In the European Union there is no formal distinction between official and working languages (Van der Jeught 2015), and therefore any of the 24 official languages can be used in internal meetings in some of its institutions. A restricted number may be used in preparatory meetings, working parties or for internal operations. Limits are imposed according to budgetary and practical constraints. Clearly, communication can be difficult or even impossible if civil servants or people who temporarily work in a multilingual organisation (e.g. the Member of the European Parliament and their assistants) do not share a common language or do not have adequate receptive competences in the language of their colleagues (see, for example, Podestà 2001 for a discussion of the linguistic challenges of the enlargement of the EU with the inclusion of 10 new Member States in 2004, and Kruse and Ammon 2018).

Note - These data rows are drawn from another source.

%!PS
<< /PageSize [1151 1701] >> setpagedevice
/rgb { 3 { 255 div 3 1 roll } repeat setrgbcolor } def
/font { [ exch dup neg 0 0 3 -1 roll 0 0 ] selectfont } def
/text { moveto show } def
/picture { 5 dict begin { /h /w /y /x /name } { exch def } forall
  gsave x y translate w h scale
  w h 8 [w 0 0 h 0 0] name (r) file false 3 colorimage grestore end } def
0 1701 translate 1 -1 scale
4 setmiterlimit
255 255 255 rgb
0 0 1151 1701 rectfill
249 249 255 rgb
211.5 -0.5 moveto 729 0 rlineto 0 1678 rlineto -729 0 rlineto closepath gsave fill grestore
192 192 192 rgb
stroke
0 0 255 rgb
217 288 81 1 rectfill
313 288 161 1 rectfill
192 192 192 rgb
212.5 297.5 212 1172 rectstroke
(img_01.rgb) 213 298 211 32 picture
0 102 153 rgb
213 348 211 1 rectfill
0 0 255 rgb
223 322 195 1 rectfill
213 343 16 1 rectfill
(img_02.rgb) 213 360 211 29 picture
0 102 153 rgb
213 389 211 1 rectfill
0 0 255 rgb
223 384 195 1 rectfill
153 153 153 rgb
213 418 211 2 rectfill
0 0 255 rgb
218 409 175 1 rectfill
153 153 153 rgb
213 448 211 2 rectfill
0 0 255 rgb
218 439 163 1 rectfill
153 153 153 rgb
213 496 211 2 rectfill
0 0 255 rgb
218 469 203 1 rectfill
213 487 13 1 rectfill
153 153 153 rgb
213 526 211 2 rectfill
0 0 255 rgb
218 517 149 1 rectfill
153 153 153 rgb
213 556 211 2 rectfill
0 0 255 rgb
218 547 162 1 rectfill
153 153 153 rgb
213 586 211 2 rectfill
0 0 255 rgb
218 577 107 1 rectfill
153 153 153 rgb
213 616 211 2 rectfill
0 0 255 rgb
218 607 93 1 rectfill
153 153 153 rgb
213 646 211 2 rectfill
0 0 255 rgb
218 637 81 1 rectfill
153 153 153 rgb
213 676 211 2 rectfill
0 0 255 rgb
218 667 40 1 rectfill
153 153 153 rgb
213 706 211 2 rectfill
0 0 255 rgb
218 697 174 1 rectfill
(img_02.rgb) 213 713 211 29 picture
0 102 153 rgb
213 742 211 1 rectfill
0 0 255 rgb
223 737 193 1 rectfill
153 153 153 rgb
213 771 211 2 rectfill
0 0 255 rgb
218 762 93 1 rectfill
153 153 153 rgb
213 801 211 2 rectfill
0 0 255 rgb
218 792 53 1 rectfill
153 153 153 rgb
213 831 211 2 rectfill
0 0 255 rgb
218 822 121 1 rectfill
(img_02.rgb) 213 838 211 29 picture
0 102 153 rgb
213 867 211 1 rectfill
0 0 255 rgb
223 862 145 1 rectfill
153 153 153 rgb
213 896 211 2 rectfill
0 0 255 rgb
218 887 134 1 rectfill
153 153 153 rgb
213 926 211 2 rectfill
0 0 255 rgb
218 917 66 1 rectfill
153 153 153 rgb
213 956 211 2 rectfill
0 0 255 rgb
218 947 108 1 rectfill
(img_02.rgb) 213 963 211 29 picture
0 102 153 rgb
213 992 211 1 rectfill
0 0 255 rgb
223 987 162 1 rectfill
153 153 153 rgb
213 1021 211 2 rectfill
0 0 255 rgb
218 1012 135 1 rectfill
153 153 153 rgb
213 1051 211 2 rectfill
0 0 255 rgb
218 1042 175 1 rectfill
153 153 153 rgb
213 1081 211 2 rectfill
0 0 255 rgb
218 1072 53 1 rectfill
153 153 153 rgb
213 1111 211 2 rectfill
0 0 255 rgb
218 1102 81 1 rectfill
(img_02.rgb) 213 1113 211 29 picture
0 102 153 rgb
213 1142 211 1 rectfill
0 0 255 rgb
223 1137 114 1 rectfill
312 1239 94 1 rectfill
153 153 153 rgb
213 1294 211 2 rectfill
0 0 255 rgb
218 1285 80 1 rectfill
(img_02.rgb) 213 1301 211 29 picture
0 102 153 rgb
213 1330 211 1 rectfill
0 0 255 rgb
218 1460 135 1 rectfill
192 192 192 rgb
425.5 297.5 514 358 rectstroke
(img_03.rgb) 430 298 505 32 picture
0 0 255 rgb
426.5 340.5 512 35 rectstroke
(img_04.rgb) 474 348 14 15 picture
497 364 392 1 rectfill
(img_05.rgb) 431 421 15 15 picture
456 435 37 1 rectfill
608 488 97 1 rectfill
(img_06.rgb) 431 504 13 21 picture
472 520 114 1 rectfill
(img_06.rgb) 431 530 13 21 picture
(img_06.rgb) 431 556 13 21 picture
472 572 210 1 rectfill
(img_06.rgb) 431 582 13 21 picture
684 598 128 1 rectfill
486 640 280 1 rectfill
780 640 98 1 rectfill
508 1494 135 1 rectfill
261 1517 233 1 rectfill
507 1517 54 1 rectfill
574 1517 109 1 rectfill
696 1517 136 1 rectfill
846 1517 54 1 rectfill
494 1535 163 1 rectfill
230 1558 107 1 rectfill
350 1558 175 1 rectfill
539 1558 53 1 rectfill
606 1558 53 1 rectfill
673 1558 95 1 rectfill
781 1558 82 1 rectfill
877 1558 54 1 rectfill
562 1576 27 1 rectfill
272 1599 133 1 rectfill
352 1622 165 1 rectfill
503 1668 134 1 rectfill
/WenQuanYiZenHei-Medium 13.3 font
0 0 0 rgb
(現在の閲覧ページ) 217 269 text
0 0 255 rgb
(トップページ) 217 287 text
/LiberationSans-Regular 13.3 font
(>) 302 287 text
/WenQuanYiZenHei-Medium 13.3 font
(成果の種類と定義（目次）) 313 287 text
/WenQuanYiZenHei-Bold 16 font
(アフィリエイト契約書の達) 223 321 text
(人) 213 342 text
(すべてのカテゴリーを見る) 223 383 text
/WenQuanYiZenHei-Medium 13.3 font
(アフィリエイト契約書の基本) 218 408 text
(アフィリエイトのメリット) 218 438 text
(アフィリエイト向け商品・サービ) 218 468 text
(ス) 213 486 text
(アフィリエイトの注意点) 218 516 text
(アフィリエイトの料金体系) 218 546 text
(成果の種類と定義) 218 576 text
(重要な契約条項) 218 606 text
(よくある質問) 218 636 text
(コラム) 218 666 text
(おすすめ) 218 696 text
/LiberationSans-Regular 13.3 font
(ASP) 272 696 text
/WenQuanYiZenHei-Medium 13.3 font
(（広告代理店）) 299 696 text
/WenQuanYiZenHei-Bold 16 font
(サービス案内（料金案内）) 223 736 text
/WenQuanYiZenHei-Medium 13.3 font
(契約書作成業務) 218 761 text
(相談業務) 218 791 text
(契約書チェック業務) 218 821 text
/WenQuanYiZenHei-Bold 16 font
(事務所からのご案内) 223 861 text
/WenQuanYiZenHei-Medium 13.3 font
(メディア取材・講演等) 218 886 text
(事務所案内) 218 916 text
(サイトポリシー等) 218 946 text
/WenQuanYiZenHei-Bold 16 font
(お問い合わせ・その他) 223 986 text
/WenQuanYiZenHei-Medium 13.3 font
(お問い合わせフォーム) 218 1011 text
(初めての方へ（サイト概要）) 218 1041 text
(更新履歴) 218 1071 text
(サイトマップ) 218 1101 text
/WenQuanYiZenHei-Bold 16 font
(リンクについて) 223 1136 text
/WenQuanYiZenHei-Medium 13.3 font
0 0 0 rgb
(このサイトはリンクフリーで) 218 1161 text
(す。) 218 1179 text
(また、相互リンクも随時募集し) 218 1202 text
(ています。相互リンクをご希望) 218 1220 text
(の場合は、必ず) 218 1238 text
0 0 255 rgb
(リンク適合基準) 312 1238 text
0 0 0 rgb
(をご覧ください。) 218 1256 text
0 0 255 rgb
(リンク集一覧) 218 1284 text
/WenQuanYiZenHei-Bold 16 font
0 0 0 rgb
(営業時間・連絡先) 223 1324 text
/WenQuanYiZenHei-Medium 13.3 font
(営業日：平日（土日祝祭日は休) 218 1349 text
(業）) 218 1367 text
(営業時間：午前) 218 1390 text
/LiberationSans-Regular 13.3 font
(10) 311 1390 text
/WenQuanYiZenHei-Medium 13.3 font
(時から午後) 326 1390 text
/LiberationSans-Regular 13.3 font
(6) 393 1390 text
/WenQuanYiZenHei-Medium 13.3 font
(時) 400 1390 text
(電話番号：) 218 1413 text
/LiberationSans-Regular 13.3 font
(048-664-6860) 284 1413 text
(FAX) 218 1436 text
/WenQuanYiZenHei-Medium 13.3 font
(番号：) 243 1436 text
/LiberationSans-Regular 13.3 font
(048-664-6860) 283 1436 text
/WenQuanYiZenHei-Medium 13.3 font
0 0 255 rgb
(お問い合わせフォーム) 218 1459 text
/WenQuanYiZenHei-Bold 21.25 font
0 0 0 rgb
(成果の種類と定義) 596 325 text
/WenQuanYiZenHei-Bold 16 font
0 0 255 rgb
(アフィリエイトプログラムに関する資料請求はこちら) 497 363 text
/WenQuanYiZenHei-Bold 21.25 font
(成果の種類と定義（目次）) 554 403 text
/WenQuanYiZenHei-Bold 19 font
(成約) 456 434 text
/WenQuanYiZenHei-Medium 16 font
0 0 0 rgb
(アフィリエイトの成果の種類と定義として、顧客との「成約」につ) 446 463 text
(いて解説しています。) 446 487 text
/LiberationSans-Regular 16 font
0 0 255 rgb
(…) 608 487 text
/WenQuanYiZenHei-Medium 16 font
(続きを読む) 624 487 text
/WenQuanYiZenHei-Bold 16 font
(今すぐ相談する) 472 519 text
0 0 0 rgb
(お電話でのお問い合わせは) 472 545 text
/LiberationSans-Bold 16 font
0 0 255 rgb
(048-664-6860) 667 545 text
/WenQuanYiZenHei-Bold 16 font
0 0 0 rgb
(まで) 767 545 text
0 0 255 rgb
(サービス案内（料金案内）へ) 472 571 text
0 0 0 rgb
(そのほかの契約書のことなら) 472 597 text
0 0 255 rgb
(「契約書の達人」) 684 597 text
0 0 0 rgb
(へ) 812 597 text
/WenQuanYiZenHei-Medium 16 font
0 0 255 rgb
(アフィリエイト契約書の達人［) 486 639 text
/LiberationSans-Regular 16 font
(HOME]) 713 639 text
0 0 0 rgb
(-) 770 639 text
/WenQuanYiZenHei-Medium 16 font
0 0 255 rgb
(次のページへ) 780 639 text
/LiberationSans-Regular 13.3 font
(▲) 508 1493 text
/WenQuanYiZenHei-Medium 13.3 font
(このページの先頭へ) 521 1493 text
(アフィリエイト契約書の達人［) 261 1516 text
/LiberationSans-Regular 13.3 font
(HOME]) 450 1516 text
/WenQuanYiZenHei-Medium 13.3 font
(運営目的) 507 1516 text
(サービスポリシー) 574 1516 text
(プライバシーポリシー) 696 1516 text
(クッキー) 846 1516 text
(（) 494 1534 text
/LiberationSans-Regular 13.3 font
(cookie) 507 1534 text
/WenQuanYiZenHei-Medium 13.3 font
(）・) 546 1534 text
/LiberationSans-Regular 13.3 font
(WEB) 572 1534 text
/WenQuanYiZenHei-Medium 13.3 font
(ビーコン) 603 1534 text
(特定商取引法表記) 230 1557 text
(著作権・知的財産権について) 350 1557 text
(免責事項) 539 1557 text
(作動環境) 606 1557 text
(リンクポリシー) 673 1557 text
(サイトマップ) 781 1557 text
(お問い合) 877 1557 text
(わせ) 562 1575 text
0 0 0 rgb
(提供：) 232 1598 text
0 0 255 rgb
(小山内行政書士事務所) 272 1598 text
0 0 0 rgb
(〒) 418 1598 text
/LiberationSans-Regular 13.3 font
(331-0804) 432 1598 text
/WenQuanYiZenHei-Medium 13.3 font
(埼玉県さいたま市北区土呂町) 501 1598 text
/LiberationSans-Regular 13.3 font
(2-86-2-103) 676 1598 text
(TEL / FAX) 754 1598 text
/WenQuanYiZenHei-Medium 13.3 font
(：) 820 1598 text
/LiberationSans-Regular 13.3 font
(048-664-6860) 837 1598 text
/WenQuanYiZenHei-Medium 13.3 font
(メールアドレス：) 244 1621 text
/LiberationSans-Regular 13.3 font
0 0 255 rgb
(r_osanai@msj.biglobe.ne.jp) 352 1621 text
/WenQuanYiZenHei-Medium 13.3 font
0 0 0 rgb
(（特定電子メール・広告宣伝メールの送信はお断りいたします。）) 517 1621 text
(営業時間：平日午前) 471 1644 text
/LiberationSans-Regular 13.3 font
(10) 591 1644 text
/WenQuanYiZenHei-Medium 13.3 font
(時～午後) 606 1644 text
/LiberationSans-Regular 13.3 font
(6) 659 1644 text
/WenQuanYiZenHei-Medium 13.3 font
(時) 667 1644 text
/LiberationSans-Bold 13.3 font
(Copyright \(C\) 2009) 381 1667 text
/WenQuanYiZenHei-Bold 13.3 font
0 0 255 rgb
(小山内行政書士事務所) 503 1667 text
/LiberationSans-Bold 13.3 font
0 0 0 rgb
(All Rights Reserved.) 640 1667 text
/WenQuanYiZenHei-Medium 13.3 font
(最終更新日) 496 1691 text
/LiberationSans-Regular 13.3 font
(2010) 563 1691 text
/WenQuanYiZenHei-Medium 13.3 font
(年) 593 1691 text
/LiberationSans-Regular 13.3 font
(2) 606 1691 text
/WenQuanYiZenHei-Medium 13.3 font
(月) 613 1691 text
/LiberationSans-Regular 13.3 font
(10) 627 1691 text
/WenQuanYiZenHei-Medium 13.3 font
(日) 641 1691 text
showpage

5 Conclusions and Directions for Future Research

This article has presented new indices to measure diversity in multilingual communication. These indices offer a way to measure the degree of diversity of communication based on the affordances of translation and interpretation (adopted by multilingual organisations), as well as the means to measure the probability that people can effectively communicate either via one common language or by relying on their receptive competence in more than one language. We acknowledge that the sociolinguistic situation on the ground is more complex as it includes issues such as code-switching and translanguaging. Actors do not always meet by chance but because they are part of a network in which they share interests and goals. The information about the language skills of the other interlocutors may be incomplete, and path-dependences play a role in explaining patterns of language use. However, the indices presented here do improve the measurement of such multilingual communicative contexts by capturing significant variables that have been previously overlooked. Moreover disparity (or distance) between languages could be taken into account by our indices, weighting them by coefficients that reflect the degree of similarity between languages.

The proposed indicators represent valuable tools for the assessment of communication barriers and problems in multilingual regions and organisations when actors (e.g. citizens or civil servants) can be determined, and where data allow computations to determine the extent to which communication in a given mode is possible. If, for example, second language competence of personnel is insufficient, then the “Swiss model” is not applicable and policy intervention might be needed to support speakers of a minority language to use their language at work. Our indices can be combined in order to better inform language policy. For example, indicators of the probability of successful communication in multilingual meetings discussed in Sect. 2 can be employed to plan the provision of interpreting services in an organisation, and the indicators of diversity of language regimes presented in Sect. 3 can be used to monitor the implementation of such plan. Hence, the indices make a valuable contribution to language policy design, implementation and evaluation supporting recent calls for evaluative frameworks.